The next two lines are difficult to interpret, and numerous changes in the text have been suggested. And he takes it even out of thorns: the Hebrew says literally “and to from thorns he takes it.” The word translated thorns is found only here and in Proverbs 22.5. Some interpreters simply delete the line, feeling it is too unclear to bother with, but such a decision should be avoided. Others have proposed changes in the text that permit “and their sheaf the poor take it,” or “all their substance he takes,” or “a strong man snatches it from baskets.” The latter refers to baskets of grain being taken to the threshing floor, which is the rendering followed in part by New English Bible, “The stronger man seizes it from the panniers,” meaning large baskets. Dhorme changes one consonant in the Hebrew word thorns and gets “and carry it away to hiding places.” Still others change thorns to “teeth,” with the meaning “from their mouths.” New Jerusalem Bible has “God snatches it from their mouths.” In spite of the variety of interpretations, New International Version, Traduction œcuménique de la Bible, Bible en français courant, Die Bibel im heutigen Deutsch, and Biblia Dios Habla Hoy translate similarly to Revised Standard Version and Good News Translation.

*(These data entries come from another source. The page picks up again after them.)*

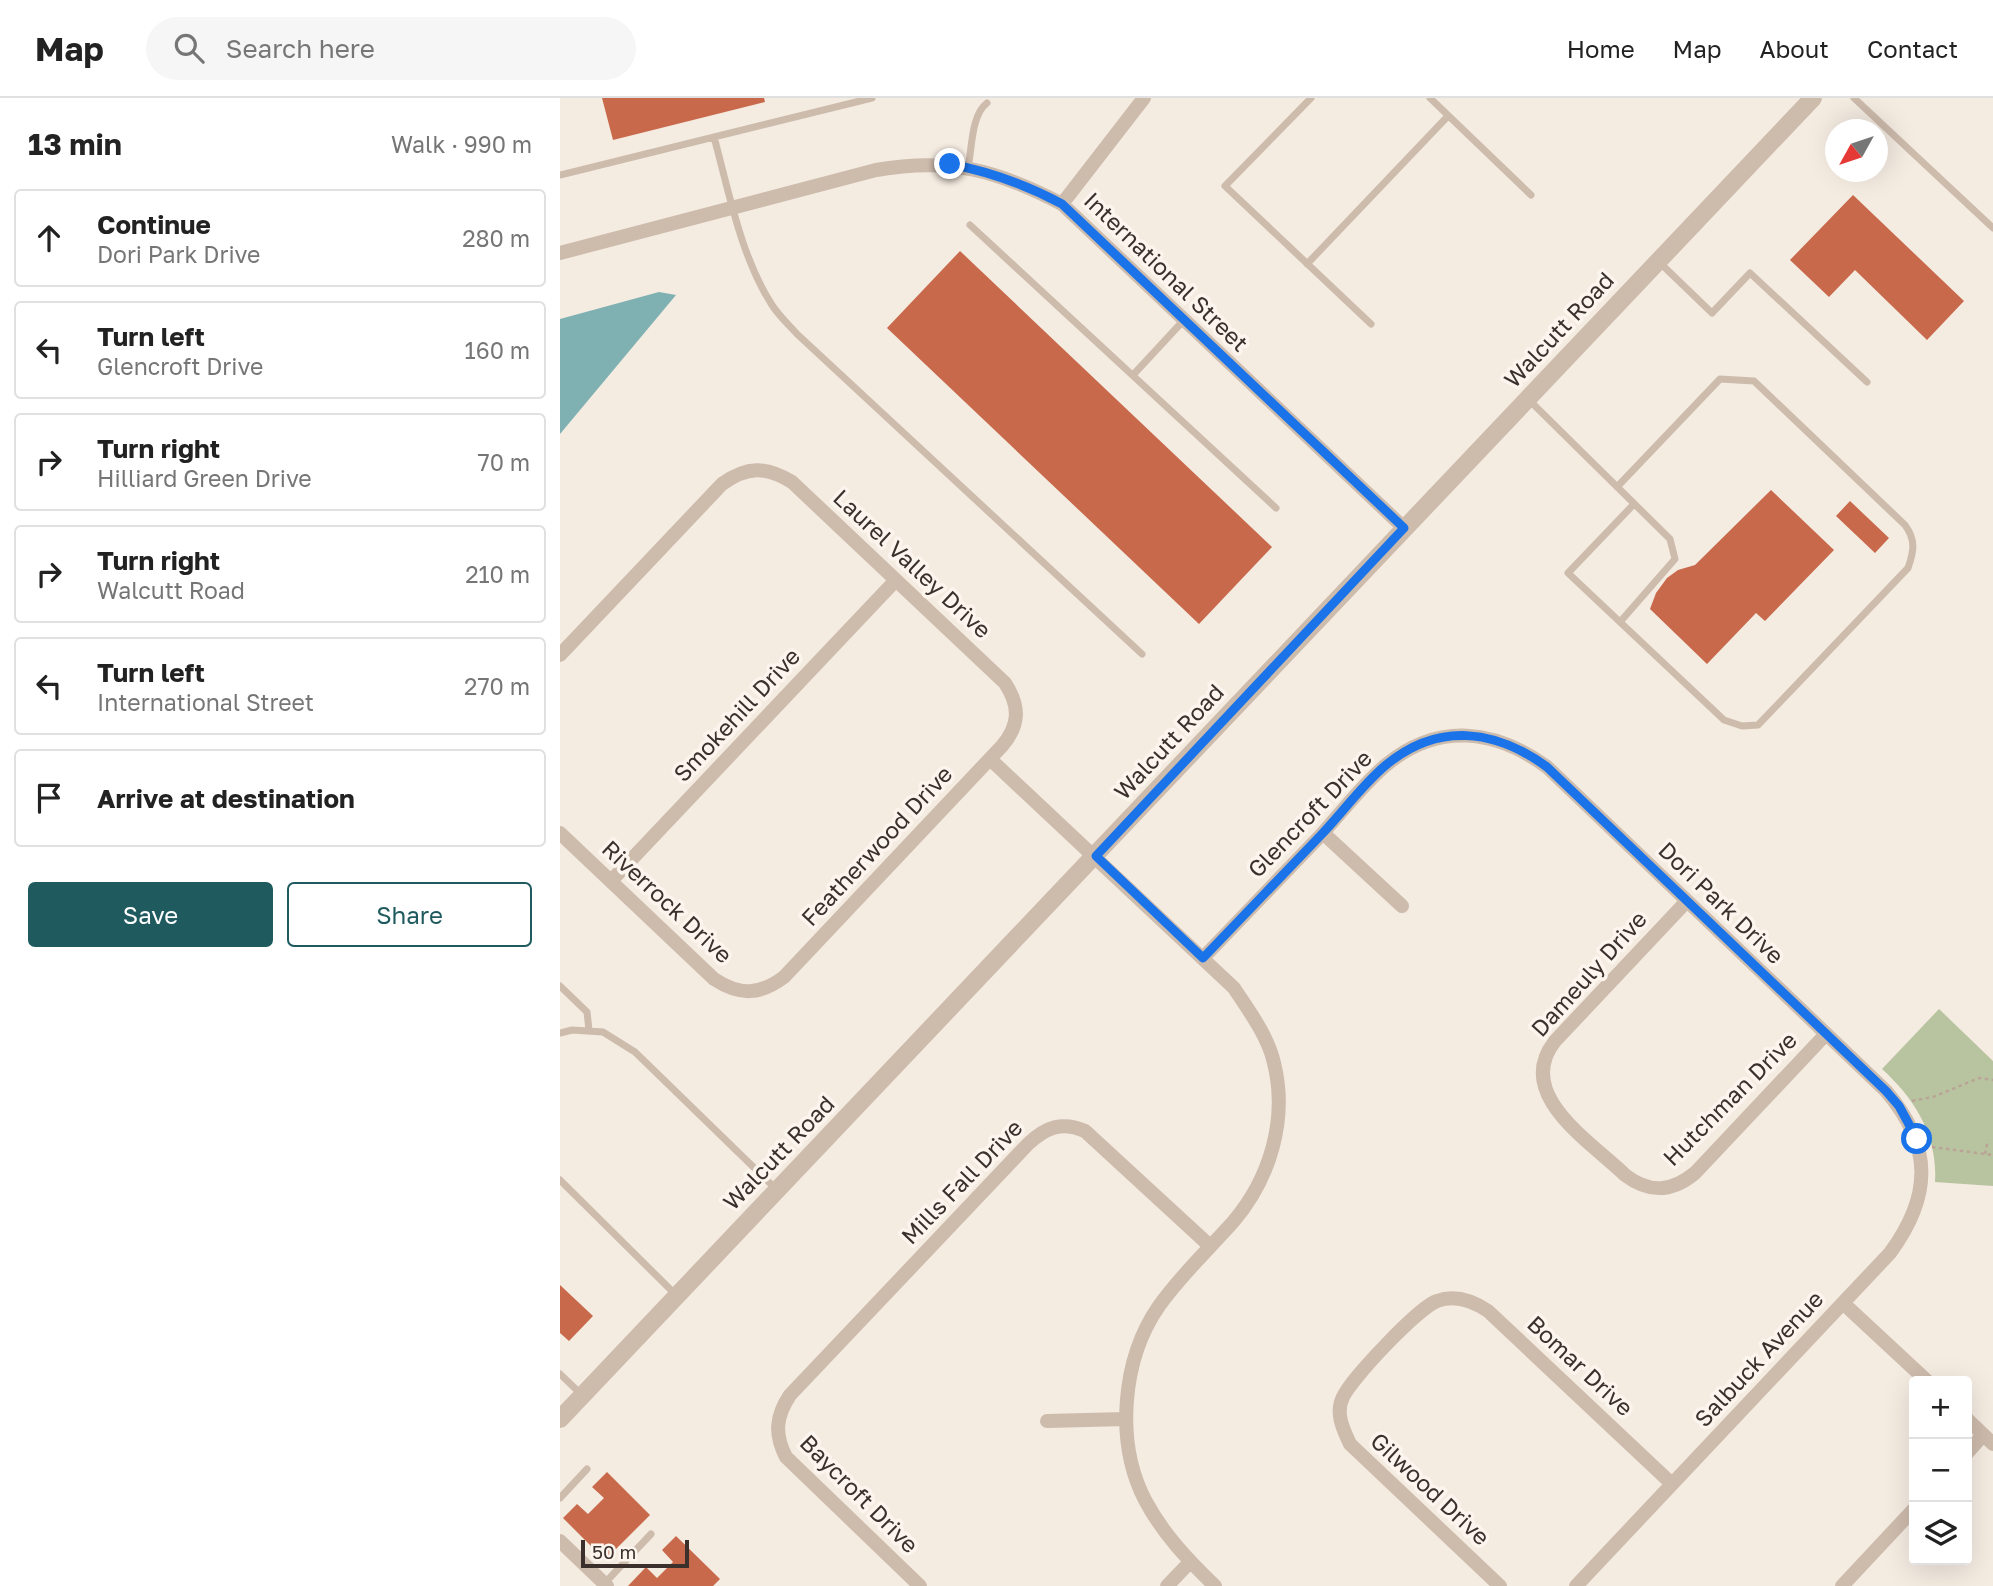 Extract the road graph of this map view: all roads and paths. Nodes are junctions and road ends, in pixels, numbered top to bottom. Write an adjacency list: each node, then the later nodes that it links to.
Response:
1 (872, 98): 9 (lane)
2 (1144, 98): 13 (street)
3 (1311, 98): 19 (lane)
4 (1430, 98): 8 (lane)
5 (1813, 98): 18 (street, Walcutt Road)
6 (1854, 98): 16 (lane)
7 (987, 103): 10 (lane)
8 (1448, 116): 12 (lane); 19 (lane)
9 (715, 137): 11 (lane); 14 (lane)
10 (968, 167): 13 (street, International Street); 14 (street, International Street)
11 (560, 174)
12 (1531, 195)
13 (1062, 204): 20 (street, International Street)
14 (734, 208): 17 (street, International Street); 32 (lane)
15 (970, 225): 22 (lane)
16 (1993, 228)
17 (560, 253)
18 (1658, 261): 23 (lane); 24 (street, Walcutt Road)
19 (1307, 264): 21 (lane)
20 (1184, 320): 22 (lane); 28 (street, International Street)
21 (1371, 324)
22 (1133, 375): 27 (lane)
23 (1867, 382)
24 (1528, 399): 25 (lane); 28 (street, Walcutt Road)
25 (1617, 487): 26 (lane); 30 (lane)
26 (1634, 504): 30 (lane); 30 (lane)
27 (1276, 508)
28 (1404, 528): 38 (street, Walcutt Road)
29 (896, 580): 31 (street, Laurel Valley Drive); 33 (street, Laurel Valley Drive); 39 (street, Smokehill Drive)
30 (1620, 622)
31 (560, 654)
32 (1142, 654)
33 (1017, 712): 35 (street, Featherwood Drive)
34 (1469, 735): 37 (street, Glencroft Drive); 40 (street, Dori Park Drive)
35 (990, 760): 38 (street); 44 (street, Featherwood Drive)
36 (560, 833): 39 (street, Riverrock Drive)
37 (1323, 833): 41 (street); 42 (street, Glencroft Drive)
38 (1096, 856): 42 (street); 57 (street, Walcutt Road)
39 (611, 881): 44 (street, Riverrock Drive)
40 (1686, 902): 47 (street, Dori Park Drive); 56 (street, Dameuly Drive)
41 (1402, 906)
42 (1203, 958): 58 (street)
43 (560, 986): 45 (lane)
44 (749, 993)
45 (589, 1030): 46 (lane); 57 (lane)
46 (560, 1033)
47 (1826, 1034): 50 (street, Dori Park Drive); 56 (street, Hutchman Drive)
48 (1993, 1080): 49 (path)
49 (1912, 1101)
50 (1917, 1139): 61 (street, Salbuck Avenue)
51 (1988, 1140): 53 (path)
52 (1932, 1147): 53 (path)
53 (1985, 1154): 54 (path)
54 (1993, 1155)
55 (560, 1180): 59 (lane)
56 (1664, 1189)
57 (777, 1191): 59 (street, Walcutt Road)
58 (1210, 1246): 66 (street); 69 (street, Mills Fall Drive)
59 (677, 1296): 64 (street, Walcutt Road)
60 (1448, 1298): 73 (street, Bomar Drive); 83 (street, Gilwood Drive)
61 (1843, 1303): 63 (street); 73 (street, Salbuck Avenue)
62 (560, 1374): 64 (lane)
63 (1922, 1376)
64 (582, 1396): 65 (street, Walcutt Road)
65 (560, 1419)
66 (1126, 1419): 67 (street); 78 (street)
67 (1047, 1421)
68 (1972, 1424): 70 (street)
69 (777, 1428): 80 (street, Baycroft Drive)
70 (1988, 1440): 71 (street)
71 (1972, 1450)
72 (587, 1469): 74 (lane)
73 (1672, 1483): 84 (street, Salbuck Avenue)
74 (560, 1498)
75 (1909, 1514): 85 (street)
76 (651, 1535): 79 (lane)
77 (560, 1541): 79 (street)
78 (1190, 1562): 81 (street); 82 (street)
79 (604, 1585)
80 (920, 1586)
81 (1167, 1586)
82 (1215, 1586)
83 (1500, 1586)
84 (1576, 1586)
85 (1842, 1586)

The thought is “The hungry gather and eat the crops grown by the fool, even that part that grows among thorns” or “… even that part that is protected by thorns.”
And the thirsty pant after his wealth renders what is literally “and inhales the snare their wealth.” The word “snare” is found only here and in 18.9. In Revised Standard Version and Good News Translation thirsty translates the ancient versions. (See Revised Standard Version and Good News Translation footnotes.) This same text is followed by many other modern translations, although Hebrew Old Testament Text Project finds “snare” the more likely text. Most modern translations use some form of greed, envy, or thirst. New Jerusalem Bible takes verse 5b to be a continuation of the curse petition and says “May the thirsty swallow their wealth,” with a note saying the Hebrew is uncertain. Many languages express consuming, destruction, and spending with the verbs swallow or eat. Translators must make certain that the verb is used naturally with the subject. If the “thirsty” do not eat, it will be better to say, for example, “greedy people eat his wealth,” or as a curse, “may greedy people eat, take away, use up his wealth.”
Quoted with permission from Reyburn, Wiliam. A Handbook on Job. (UBS Helps for Translators). New York: UBS, 1992. For this and other handbooks for translators see here .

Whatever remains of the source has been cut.